Work required » A verbatim copy of every record is required, and no pictures should be included.

Images with localized body landmarks

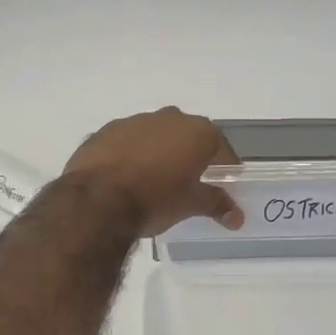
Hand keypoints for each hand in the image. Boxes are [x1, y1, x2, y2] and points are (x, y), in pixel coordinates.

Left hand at [64, 107, 243, 237]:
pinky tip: (125, 178)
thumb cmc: (155, 199)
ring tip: (153, 182)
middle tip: (188, 183)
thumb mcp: (191, 204)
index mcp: (196, 131)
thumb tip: (237, 216)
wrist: (97, 200)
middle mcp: (168, 118)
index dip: (224, 167)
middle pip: (187, 137)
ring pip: (154, 136)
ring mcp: (134, 121)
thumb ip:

The completed task »
Hand keypoints for each hand in the image. Boxes are [x1, y1, x2, y2] and points are (x, y), in pixel coordinates.

Left hand at [64, 107, 243, 237]:
pinky tip: (125, 178)
thumb cmc: (155, 199)
ring tip: (153, 182)
middle tip: (188, 183)
thumb mcp: (191, 204)
index mcp: (196, 131)
thumb tip: (237, 216)
wrist: (97, 200)
middle mcp: (168, 118)
index dip: (224, 167)
middle pip: (187, 137)
ring pip: (154, 136)
ring mcp: (134, 121)
thumb ip:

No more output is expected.